The human body is made up of as much as 65 percent water, which is why it’s crucial that many medical devices that are implanted into the body have a hydrophilic or hydrophobic coating. However, the Indiana personal injury lawyers at Fleschner, Stark, Tanoos & Newlin point out that records show many of these coatings can separate from the device, causing patients serious harm.

In 2010, the U.S. Food and Drug Administration (FDA) initiated the first recall of medical devices that were found to have a waterproof or water resistant coating peel off. Since that time the number of such claims have skyrocketed. According to an article from Medscape, the agency received 500 reports of coatings separating from medical devices last year alone.

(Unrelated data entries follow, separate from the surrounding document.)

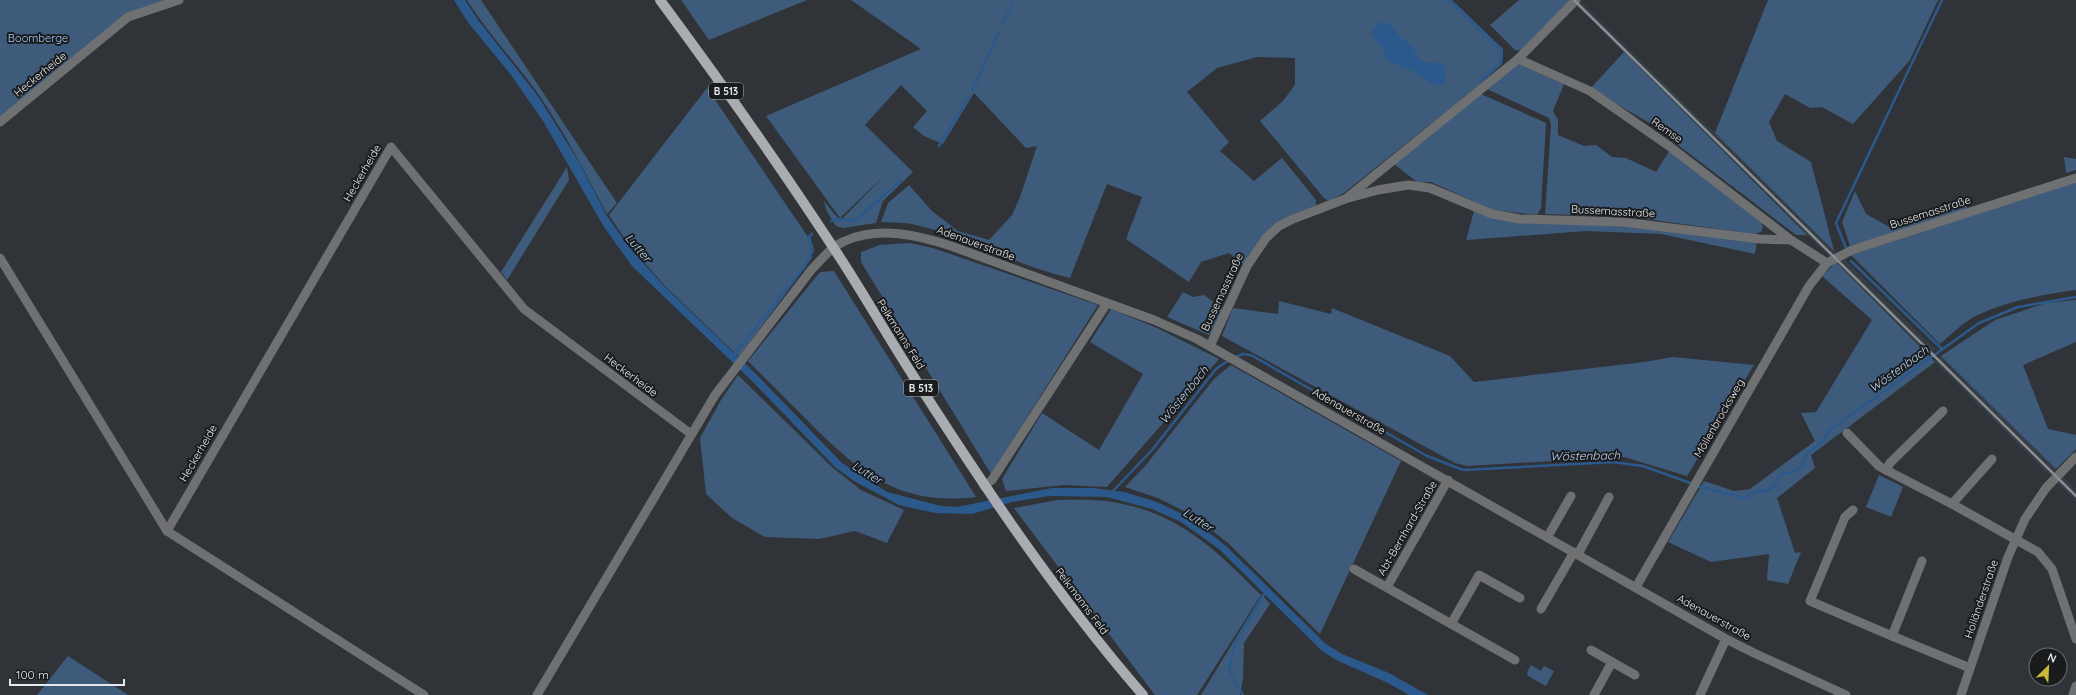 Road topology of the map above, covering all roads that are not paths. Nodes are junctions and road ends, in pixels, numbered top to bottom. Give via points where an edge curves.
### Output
1 (178, 0) edge
2 (660, 0) edge
3 (1576, 0) edge
4 (1518, 59) junction
5 (0, 122) edge
6 (2076, 178) edge
7 (1345, 199) junction
8 (1790, 240) junction
9 (834, 248) junction
10 (0, 258) edge
11 (1827, 263) junction
12 (1107, 303) junction
13 (1210, 346) junction
14 (1943, 411) dead end
15 (1847, 433) dead end
16 (691, 434) junction
17 (2076, 457) edge
18 (1992, 459) dead end
19 (1886, 470) junction
20 (1448, 480) junction
21 (987, 490) junction
22 (1571, 496) dead end
23 (1609, 497) dead end
24 (1952, 504) junction
25 (1853, 510) dead end
26 (167, 531) junction
27 (1548, 536) junction
28 (2015, 539) junction
29 (1576, 553) junction
30 (1922, 561) dead end
31 (1354, 569) dead end
32 (1387, 587) junction
33 (1636, 587) junction
34 (1520, 598) dead end
35 (1541, 609) dead end
36 (1451, 624) junction
37 (1892, 636) junction
38 (1726, 639) junction
39 (2076, 639) edge
40 (1591, 650) dead end
41 (1515, 660) dead end
42 (1612, 662) junction
43 (1970, 668) junction
44 (1635, 675) dead end
45 (2076, 686) edge
46 (424, 695) edge
47 (537, 695) edge
48 (1143, 695) edge
49 (1594, 695) edge
50 (1700, 695) edge
51 (1846, 695) edge
52 (1961, 695) edge
53 (2073, 695) edge

1 - 5 street, Heckerheide via 128,17
2 - 9 main road, Pelkmanns Feld / B 513
3 - 4 street
4 - 7 street
4 - 8 street, Remse via 1590,91 1670,146
6 - 11 street, Bussemasstraße via 1852,250
7 - 8 street, Bussemasstraße via 1408,185 1430,188 1492,214 1520,219 1623,222 1760,239
7 - 13 street, Bussemasstraße via 1293,219 1279,226 1266,238 1247,266
8 - 11 street, Bussemasstraße
9 - 12 street, Adenauerstraße via 845,241 879,234 908,234
9 - 16 street via 812,269 730,373
9 - 21 main road, Pelkmanns Feld / B 513
10 - 26 street
11 - 33 street, Möllenbrocksweg via 1809,286
12 - 13 street, Adenauerstraße via 1164,324
12 - 21 street
13 - 20 street, Adenauerstraße
14 - 19 street
15 - 19 street
16 - 26 street, Heckerheide via 524,309 391,147
16 - 47 street
17 - 28 street, Holländerstraße via 2056,476 2036,501
18 - 24 street
19 - 24 street
20 - 27 street, Adenauerstraße
20 - 32 street, Abt-Bernhard-Straße
21 - 48 main road, Pelkmanns Feld / B 513 via 1071,606
22 - 27 street
23 - 29 street
24 - 28 street
25 - 37 street via 1845,517 1810,601
26 - 46 street
27 - 29 street, Adenauerstraße
28 - 39 street via 2038,552 2048,562
28 - 43 street, Holländerstraße
29 - 33 street, Adenauerstraße
29 - 35 street
30 - 37 street
31 - 32 street, Abt-Bernhard-Straße
32 - 36 street, Abt-Bernhard-Straße
33 - 38 street, Adenauerstraße
34 - 36 street via 1479,575
36 - 41 street, Abt-Bernhard-Straße
37 - 43 street
38 - 50 street
38 - 51 street, Adenauerstraße
40 - 42 street
42 - 44 street
42 - 49 street
43 - 52 street, Holländerstraße
45 - 53 street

The results of these coatings peeling away can be deadly as well. There have been at least nine deaths linked to a defective medical device that was known to have hydrophilic or hydrophobic coatings that can peel away. Even more patients have suffered serious injuries as a result of these separations.

These accidents prompted the FDA to request that anyone who has been harmed as the result of the coating peeling off of a medical device to report the incident to the agency.

The legal staff at Fleschner, Stark, Tanoos & Newlin have seen first hand the devastating results the use of a defective medical device can have on the user, and we’re hopeful the actions being taken by the FDA will protect the public from the risks of the coating on medical devices peeling away.